The line at the receptionist's desk was fairly short, but even so, Samms was not allowed to wait. That highly decorative, but far-from-dumb blonde, breaking off in mid-sentence her business of the moment, turned on her charm as though it had been a battery of floodlights, pressed a stud on her desk, and spoke to the man before her and to the Lensman:

"Excuse me a moment, please. First Lensman Samms, sir...?"

"Yes, Miss Regan?" her communicator—"squawk-box", in every day parlance—broke in.

"First Lensman Samms is here, sir," the girl announced, and broke the circuit.

"Good evening, Sylvia. Lieutenant-Commander Wagner, please, or whoever else is handling clearances," Samms answered what he thought was to have been her question.

"Oh, no, sir; you are cleared. Commodore Clayton has been waiting for you ... here he is, now."

"Hi, Virgil!" Commodore Clayton, a big, solid man with a scarred face and a shock of iron-gray hair, whose collar bore the two silver stars which proclaimed him to be the commander-in-chief of a continental contingent of the Patrol, shook hands vigorously. "I'll zip you out. Miss Regan, call a bug, please."

"Oh, that isn't necessary, Alex!" Samms protested. "I'll pick one up outside."

"Not in any Patrol base in North America, my friend; nor, unless I am very badly mistaken, anywhere else. From now on, Lensmen have absolute priority, and the quicker everybody realizes exactly what that means, the better."

The "bug"—a vehicle something like a jeep, except more so—was waiting at the door. The two men jumped aboard.

"The Chicago—and blast!" Clayton ordered, crisply.

The driver obeyed—literally. Gravel flew from beneath skidding tires as the highly maneuverable little ground-car took off. A screaming turn into the deservedly famous Avenue of Oaks. Along the Avenue. Through the Gate, the guards saluting smartly as the bug raced past them. Past the barracks. Past the airport hangars and strips. Out into the space-field, the scarred and blackened area devoted solely to the widely-spaced docks of the tremendous vessels which plied the vacuous reaches of inter-planetary and inter-stellar space. Spacedocks were, and are, huge and sprawling structures; built of concrete and steel and asbestos and ultra-stubborn refractory and insulation and vacuum-breaks; fully air-conditioned and having refrigeration equipment of thousands of tons per hour of ice; designed not only to expedite servicing, unloading, and loading, but also to protect materials and personnel from the raving, searing blasts of take-off and of landing.
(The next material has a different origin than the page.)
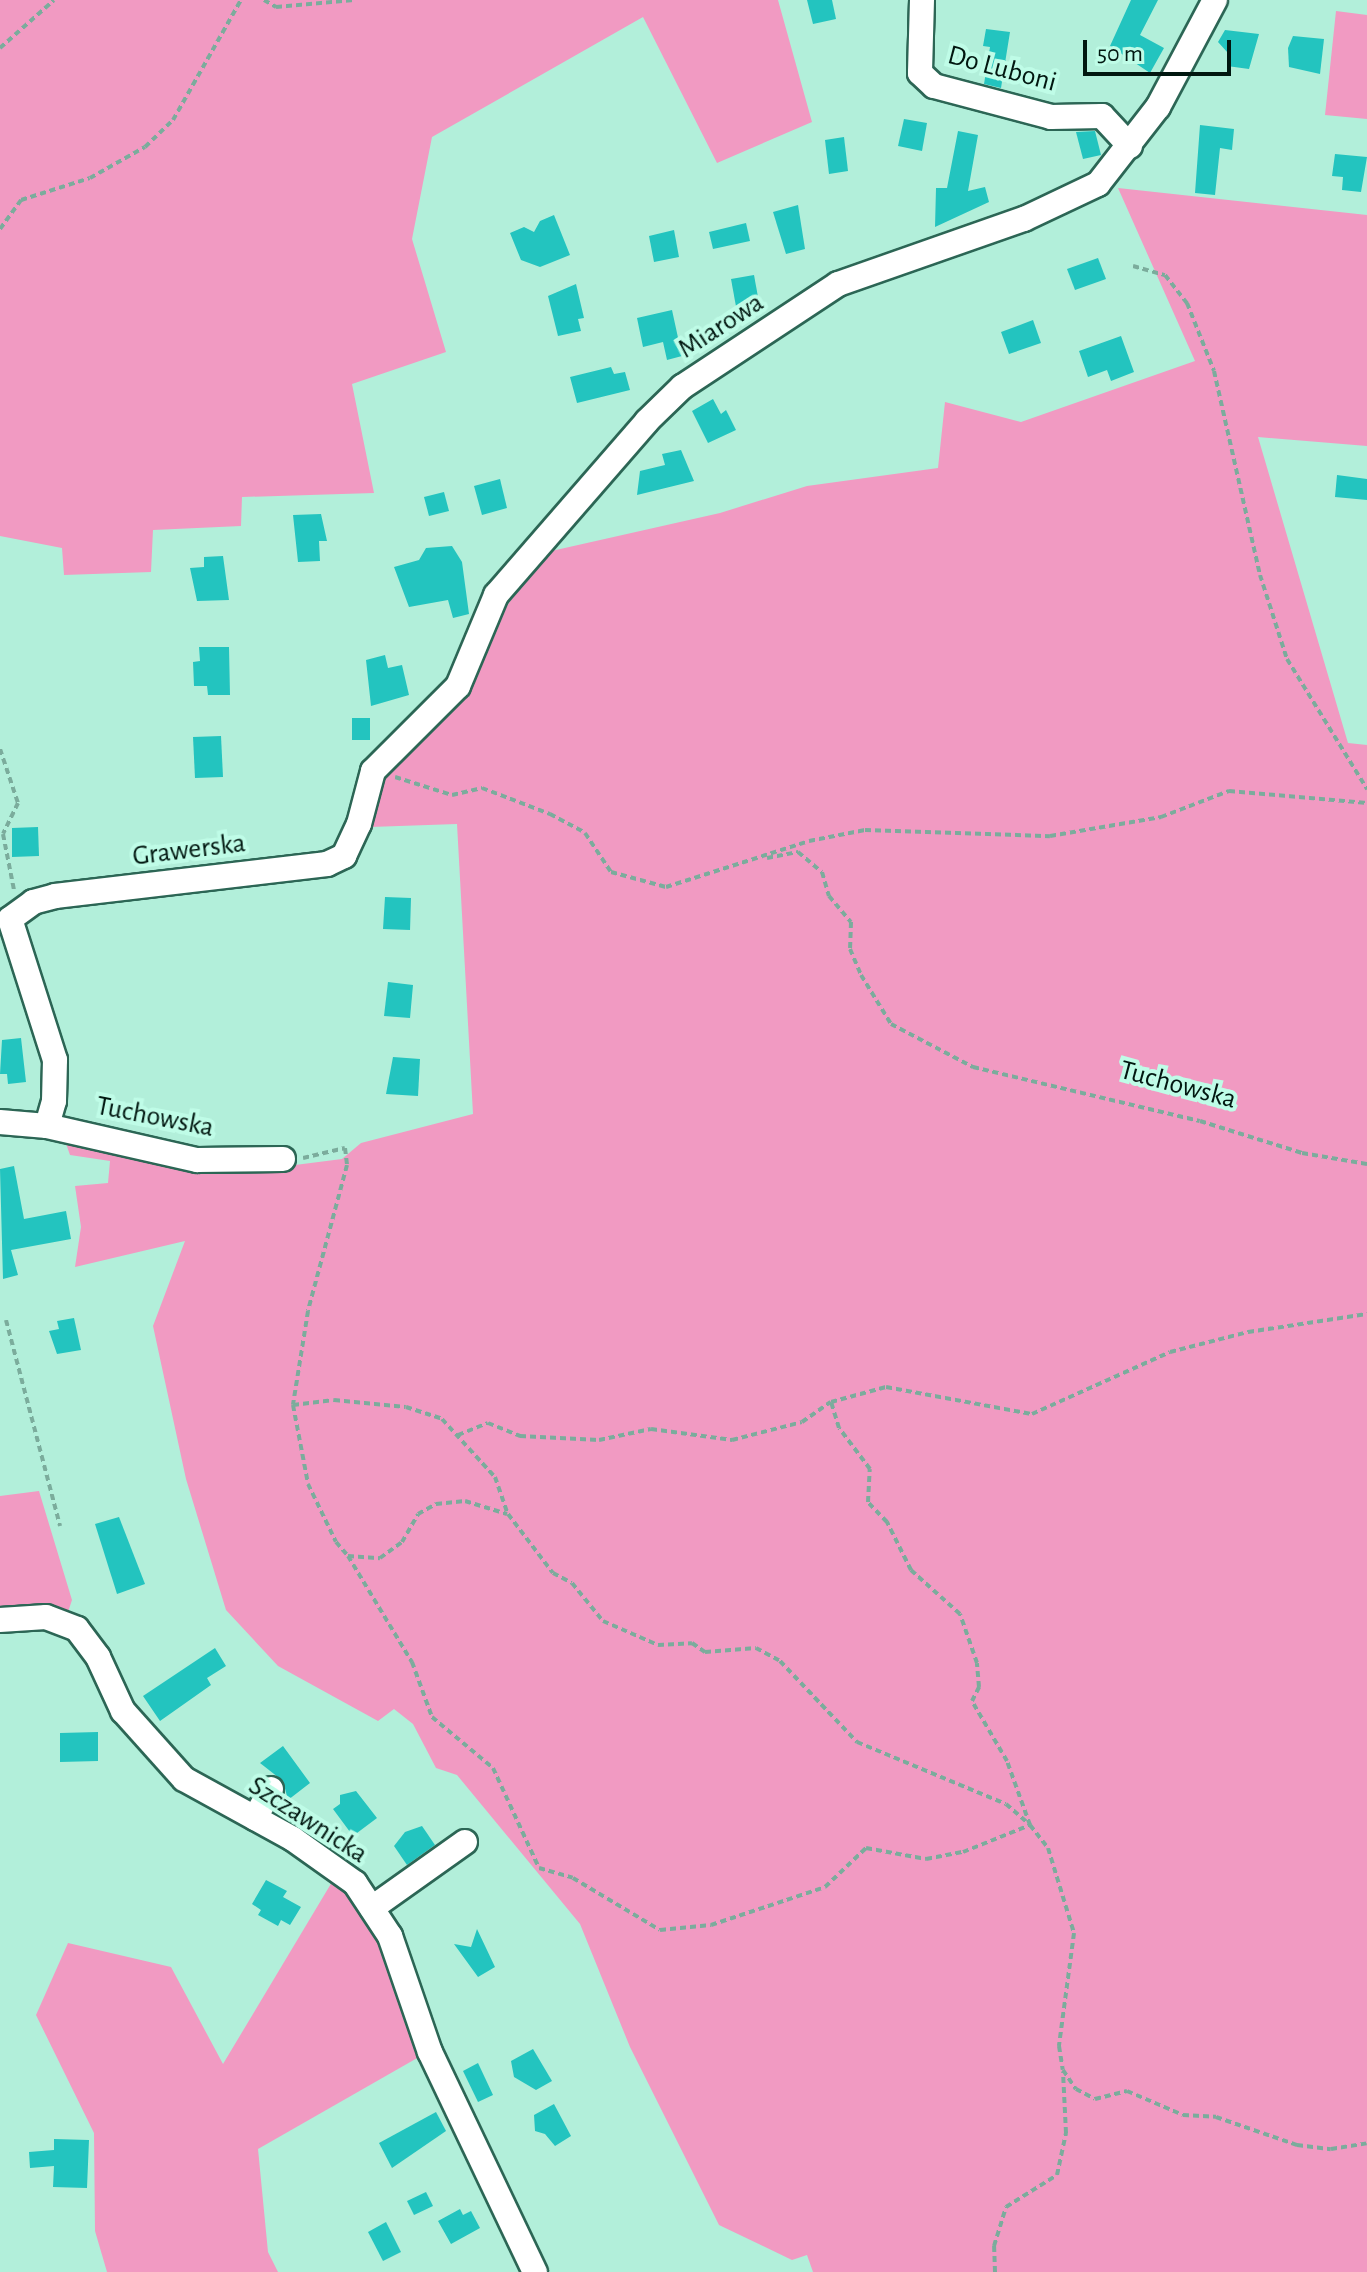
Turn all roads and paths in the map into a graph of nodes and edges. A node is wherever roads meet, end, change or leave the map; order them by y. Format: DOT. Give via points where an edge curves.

A space-dock is a squat and monstrous cylinder, into whose hollow top the lowermost one-third of a space-ship's bulk fits as snugly as does a baseball into the "pocket" of a veteran fielder's long-seasoned glove. And the tremendous distances between those docks minimize the apparent size, both of the structures themselves and of the vessels surmounting them. Thus, from a distance, the Chicago looked little enough, and harmless enough; but as the bug flashed under the overhanging bulk and the driver braked savagely to a stop at one of the dock's entrances, Samms could scarcely keep from flinching. That featureless, gray, smoothly curving wall of alloy steel loomed so incredibly high above them—extended so terrifyingly far outward beyond its visible means of support! It must be on the very verge of crashing!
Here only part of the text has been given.